Ignacio Geordi Oswaldo - detikFinance
Senin, 14 Jun 2021 08:59 WIB
WOLFSBURG, GERMANY - DECEMBER 04: A Volkswagen t-roc is presented in one of the twin car towers at the Volkswagen Autostadt visitors center on December 4, 2018 in Wolfsburg, Germany. Volkswagen, Germanys biggest carmaker, has been embroiled in a costly emissions scandal after it installed illegal software in millions of its cars. The car giant announced recently that the company will face a difficult year in 2019 due to ongoing court cases stemming from the software, designed to manipulate emissions in diesel cars, which has so far cost the company EUR 28 billion in fines and costs. (Photo by Carsten Koall/Getty Images)
Foto: Getty Images/Carsten Koall
Jakarta -

Perusahaan grup otomotif Volkswagen (VW) melaporkan bahwa lebih dari 3 juta data konsumen diduga telah dicuri oleh perusahaan luar atau vendor yang bekerja sama dengan pembuat mobil.

Melansir dari CNN, Senin (14/6/2021), data tersebut berisikan informasi terkait kontak dasar pelanggan VW dan Audi di Amerika Serikat (AS) dan Kanada yang berisi nomor Surat Izin Mengemudi (SIM), alamat email, nomor telepon, dan dalam beberapa kasus nomor kendaraan.

Volkswagen mengaku terdapat sekitar 90 ribu konsumen di AS yang sebagian besar merupakan konsumen Audi, memiliki informasi sensitif. Dalam kebanyakan kasus, informasi tersebut termasuk nomor SIM dan, dalam sejumlah kecil kasus, nomor Jaminan Sosial, nomor akun VW atau Audi dan tanggal lahir.

Perusahaan ini mengatakan akan menawarkan perlindungan kredit gratis kepada konsumen yang informasi sensitifnya telah dicuri.

VW menjelaskan, data-data yang dicuri tersebut juga terdapat data orang-orang yang hanya bertanya tentang pembelian kendaraan Audi atau VW yang telah dikumpulkan antara tahun 2014 dan 2019. Data-data informasi pribadi tersebut telah dikumpulkan dan disimpan untuk tujuan pemasaran, dan tertinggal dalam file yang tidak aman.
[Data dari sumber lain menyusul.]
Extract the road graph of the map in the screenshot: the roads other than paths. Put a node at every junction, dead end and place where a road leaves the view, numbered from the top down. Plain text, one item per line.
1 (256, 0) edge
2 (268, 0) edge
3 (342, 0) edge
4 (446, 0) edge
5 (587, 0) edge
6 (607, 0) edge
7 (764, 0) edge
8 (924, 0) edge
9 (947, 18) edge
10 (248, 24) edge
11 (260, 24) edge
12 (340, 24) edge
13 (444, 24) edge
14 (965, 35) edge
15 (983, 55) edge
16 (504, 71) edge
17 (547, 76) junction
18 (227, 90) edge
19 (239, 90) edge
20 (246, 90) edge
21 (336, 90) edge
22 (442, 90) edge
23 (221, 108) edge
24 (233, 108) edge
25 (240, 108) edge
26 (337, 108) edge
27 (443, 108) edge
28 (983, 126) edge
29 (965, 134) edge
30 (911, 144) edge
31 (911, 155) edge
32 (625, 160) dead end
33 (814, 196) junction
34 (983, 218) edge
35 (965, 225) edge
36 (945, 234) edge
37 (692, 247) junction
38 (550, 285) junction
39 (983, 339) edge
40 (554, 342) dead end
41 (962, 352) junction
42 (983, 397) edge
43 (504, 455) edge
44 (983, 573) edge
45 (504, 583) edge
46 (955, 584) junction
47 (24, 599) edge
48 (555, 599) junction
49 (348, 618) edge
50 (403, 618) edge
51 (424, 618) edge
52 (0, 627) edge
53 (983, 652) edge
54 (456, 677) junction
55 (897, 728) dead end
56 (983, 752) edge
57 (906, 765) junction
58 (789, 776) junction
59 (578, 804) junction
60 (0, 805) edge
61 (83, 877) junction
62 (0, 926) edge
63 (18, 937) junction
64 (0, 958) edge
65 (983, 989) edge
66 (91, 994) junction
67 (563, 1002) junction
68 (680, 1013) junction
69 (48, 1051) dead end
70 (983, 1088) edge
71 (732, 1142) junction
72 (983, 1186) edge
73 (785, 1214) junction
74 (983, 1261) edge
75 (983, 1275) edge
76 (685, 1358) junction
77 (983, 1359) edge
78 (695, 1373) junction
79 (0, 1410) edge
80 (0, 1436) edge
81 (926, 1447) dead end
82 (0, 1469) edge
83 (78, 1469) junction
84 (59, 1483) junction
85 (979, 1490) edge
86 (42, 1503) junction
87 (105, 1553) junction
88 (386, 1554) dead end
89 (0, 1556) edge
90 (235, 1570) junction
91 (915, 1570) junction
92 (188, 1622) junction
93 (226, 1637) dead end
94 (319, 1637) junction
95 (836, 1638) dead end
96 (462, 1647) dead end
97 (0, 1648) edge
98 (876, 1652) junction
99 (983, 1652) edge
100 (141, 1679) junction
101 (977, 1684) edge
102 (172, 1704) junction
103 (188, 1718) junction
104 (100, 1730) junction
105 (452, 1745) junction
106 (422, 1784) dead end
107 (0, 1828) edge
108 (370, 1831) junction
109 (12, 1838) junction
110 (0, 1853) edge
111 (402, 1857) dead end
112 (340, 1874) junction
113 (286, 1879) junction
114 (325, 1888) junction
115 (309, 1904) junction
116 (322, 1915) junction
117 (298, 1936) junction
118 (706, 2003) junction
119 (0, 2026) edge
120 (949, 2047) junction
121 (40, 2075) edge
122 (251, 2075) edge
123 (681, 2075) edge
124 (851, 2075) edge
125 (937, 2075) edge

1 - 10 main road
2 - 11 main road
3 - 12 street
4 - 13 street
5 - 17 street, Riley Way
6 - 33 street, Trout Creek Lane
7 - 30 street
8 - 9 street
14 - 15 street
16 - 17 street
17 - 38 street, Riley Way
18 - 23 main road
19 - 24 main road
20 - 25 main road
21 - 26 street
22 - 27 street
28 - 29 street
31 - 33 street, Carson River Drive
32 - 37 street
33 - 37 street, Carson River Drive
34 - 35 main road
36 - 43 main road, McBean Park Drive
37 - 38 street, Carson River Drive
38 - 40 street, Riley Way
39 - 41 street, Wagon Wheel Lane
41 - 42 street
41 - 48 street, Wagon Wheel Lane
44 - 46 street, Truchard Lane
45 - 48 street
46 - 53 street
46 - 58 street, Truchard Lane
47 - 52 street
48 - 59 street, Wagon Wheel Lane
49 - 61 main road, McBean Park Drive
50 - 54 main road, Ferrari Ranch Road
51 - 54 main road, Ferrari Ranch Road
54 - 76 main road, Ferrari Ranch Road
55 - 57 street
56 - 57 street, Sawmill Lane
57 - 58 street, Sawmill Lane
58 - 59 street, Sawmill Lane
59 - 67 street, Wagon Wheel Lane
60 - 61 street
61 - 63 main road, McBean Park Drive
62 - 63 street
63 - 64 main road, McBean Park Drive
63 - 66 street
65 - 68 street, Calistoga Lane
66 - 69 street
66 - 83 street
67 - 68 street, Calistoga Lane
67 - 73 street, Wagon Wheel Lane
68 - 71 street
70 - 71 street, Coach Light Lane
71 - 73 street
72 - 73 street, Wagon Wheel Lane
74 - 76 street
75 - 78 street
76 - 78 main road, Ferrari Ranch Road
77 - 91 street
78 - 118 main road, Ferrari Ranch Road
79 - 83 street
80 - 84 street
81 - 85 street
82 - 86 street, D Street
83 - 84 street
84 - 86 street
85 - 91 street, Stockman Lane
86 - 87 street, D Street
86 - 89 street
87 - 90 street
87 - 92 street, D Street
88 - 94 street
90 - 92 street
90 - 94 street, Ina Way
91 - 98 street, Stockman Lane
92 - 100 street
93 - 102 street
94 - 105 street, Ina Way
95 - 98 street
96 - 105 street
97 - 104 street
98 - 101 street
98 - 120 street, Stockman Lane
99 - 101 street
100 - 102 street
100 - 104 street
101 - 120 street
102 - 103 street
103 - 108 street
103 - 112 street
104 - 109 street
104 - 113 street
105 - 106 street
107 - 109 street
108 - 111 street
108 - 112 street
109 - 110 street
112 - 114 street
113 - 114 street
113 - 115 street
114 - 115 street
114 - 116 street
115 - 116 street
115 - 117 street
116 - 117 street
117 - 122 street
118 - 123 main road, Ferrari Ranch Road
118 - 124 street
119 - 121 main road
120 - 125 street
"Kami menyesalkan ketidaknyamanan yang mungkin ditimbulkan oleh pelanggan kami saat ini atau calon pelanggan kami," kata VW US dalam sebuah pernyataan.

"Seperti biasa, kami menyarankan agar individu tetap waspada terhadap email mencurigakan atau komunikasi lain yang mungkin meminta mereka untuk memberikan informasi tentang diri mereka atau kendaraan mereka."